When it comes to the negative effects of technology on our mental health, perhaps a more aggressive solution would be beneficial. There’s a very old maxim that states: “the health of the people should be the highest law”—the rapid expansion of technology has made it hard to hang on to that where mass media and mass communication are concerned.
We’re scrambling to identify the effects these advances have had on our collective health, so our laws are constantly in a state of catchup. It seems as though more regulation is required in order to protect the nation’s collective health, especially for younger and more vulnerable people.
Laws are needed to prevent the spreading of misinformation, to limit certain data collection to avoid larger corporate and political entities targeting vulnerable users, and to impose harsher penalties on malicious use of social media to harass, shame or stalk other users.

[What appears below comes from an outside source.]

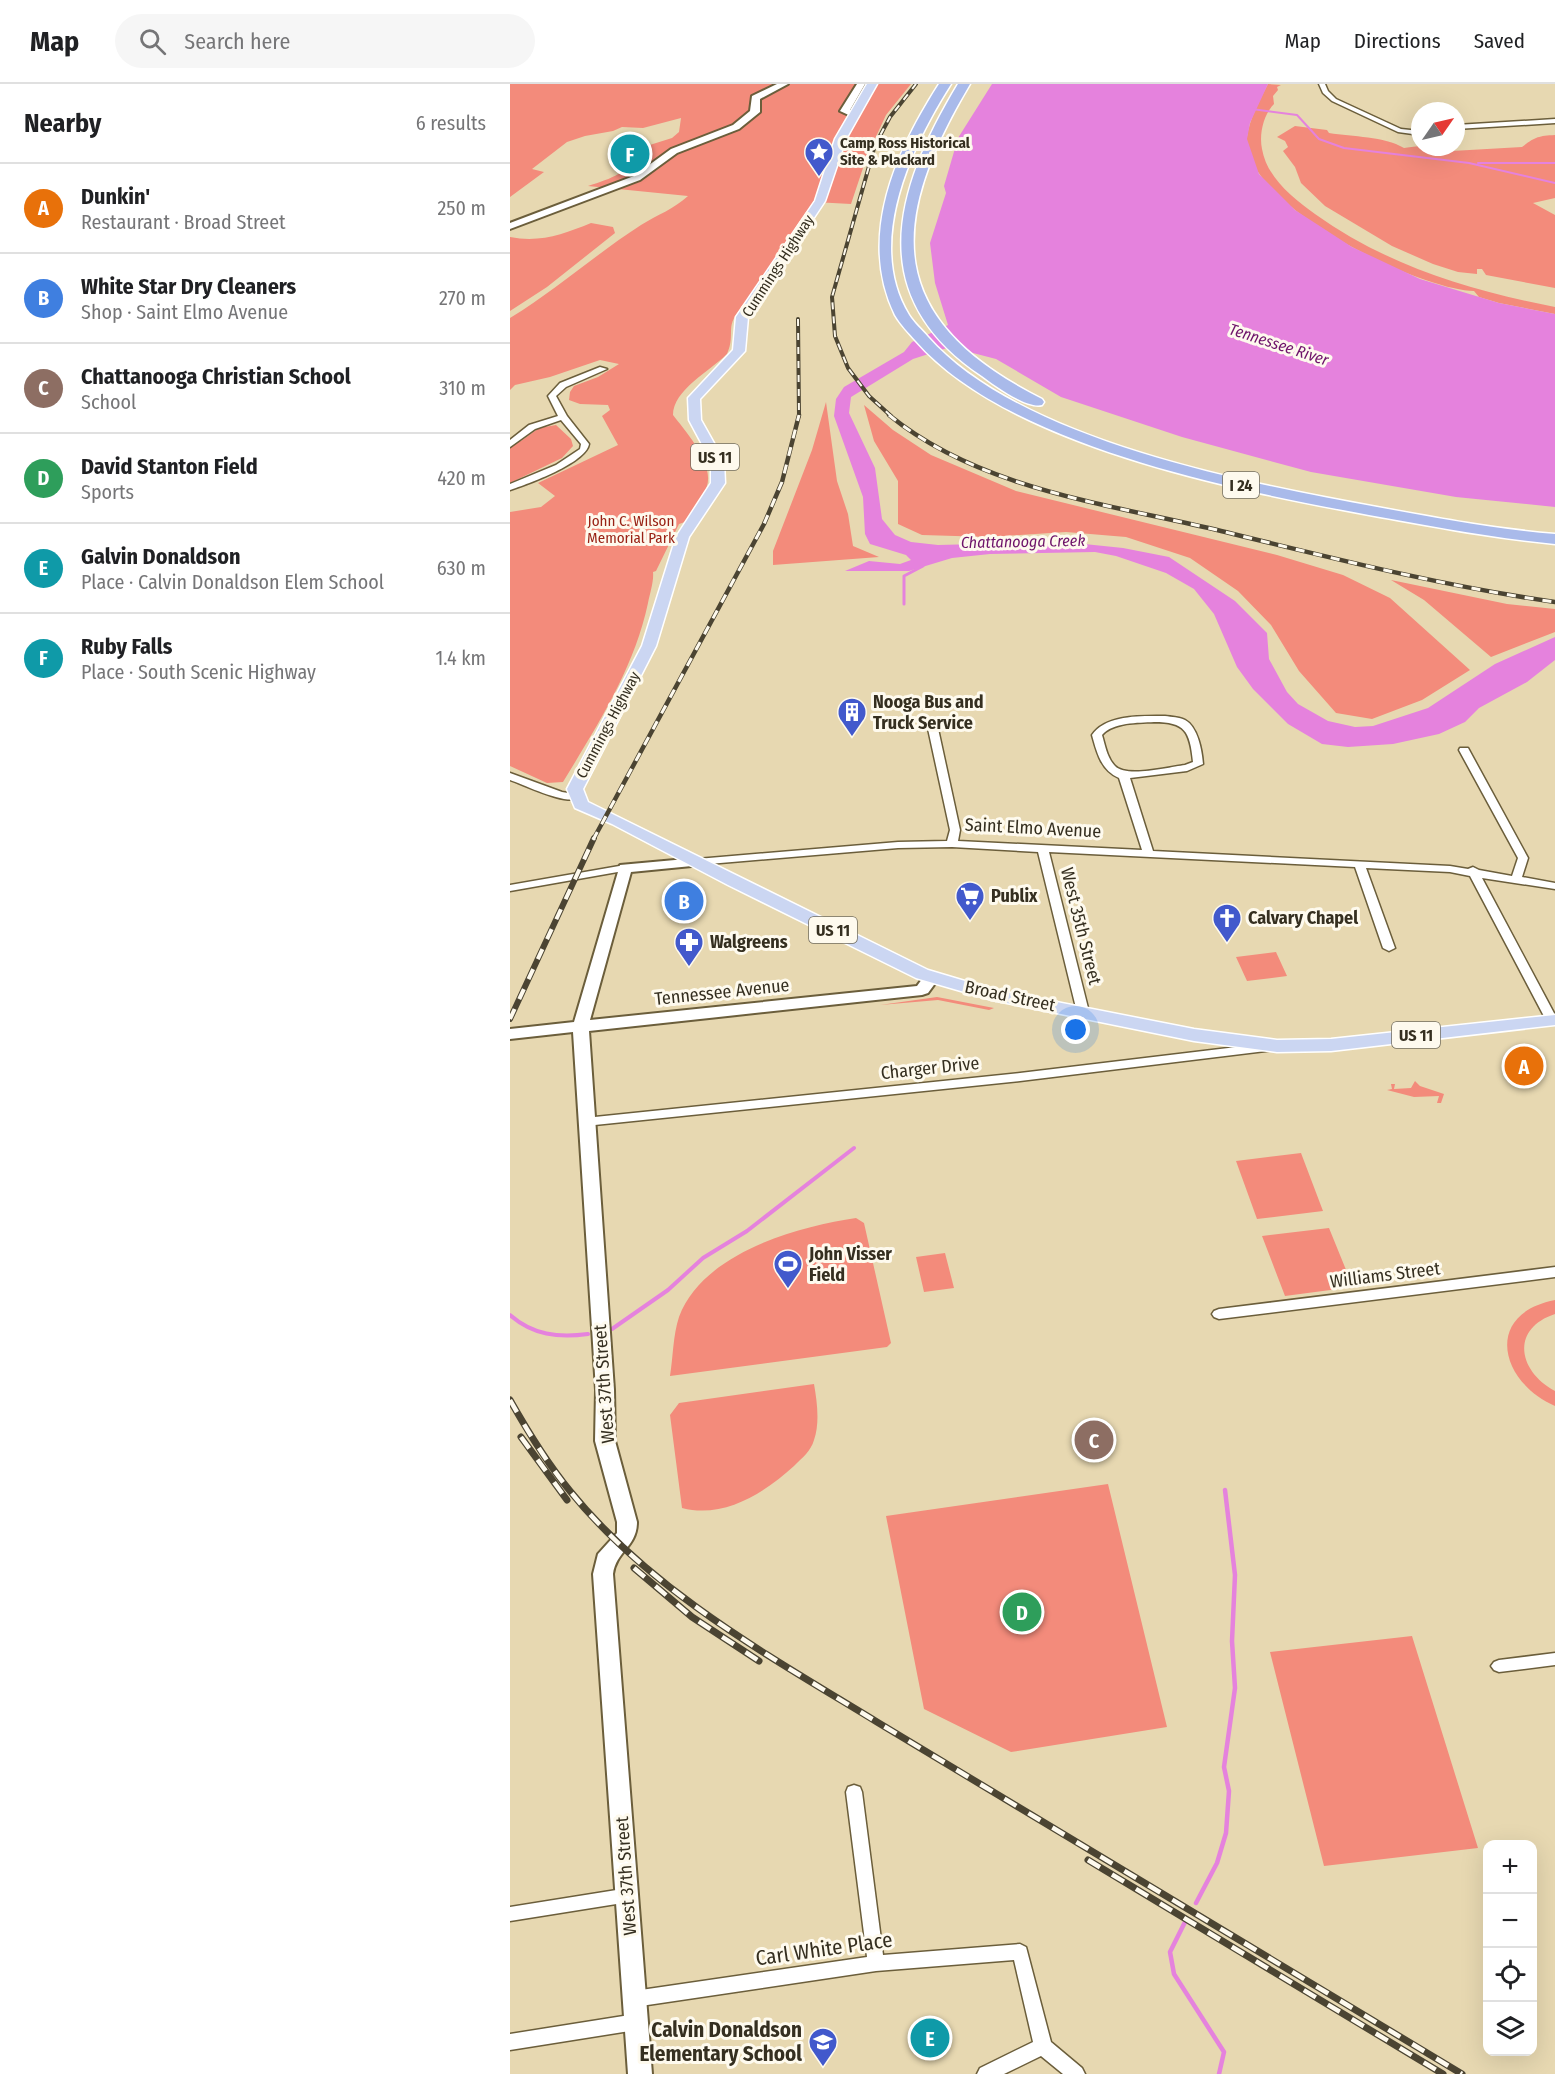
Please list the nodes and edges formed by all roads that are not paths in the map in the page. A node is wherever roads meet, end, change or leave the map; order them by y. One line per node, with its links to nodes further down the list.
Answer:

These are all things that are being floated but they are still behind the curve—if we are going to uphold that highest law, then such laws need to be pushed harder, and accelerated so that we’re at least trying to keep pace with rapid technological advances. We can no longer sit back and wait, so that in five or ten years we’re not saying: “If only we’d done something sooner.”
If we—as conscientious professionals in this industry—want to see actual change, then we should be doing what we can to make sure the rights we deal in and the legal protections we uphold are being used to care for those who need their safeguarding the most. We have power, knowledge, and skills that others do not. If we care about these issues, we can do more to change them.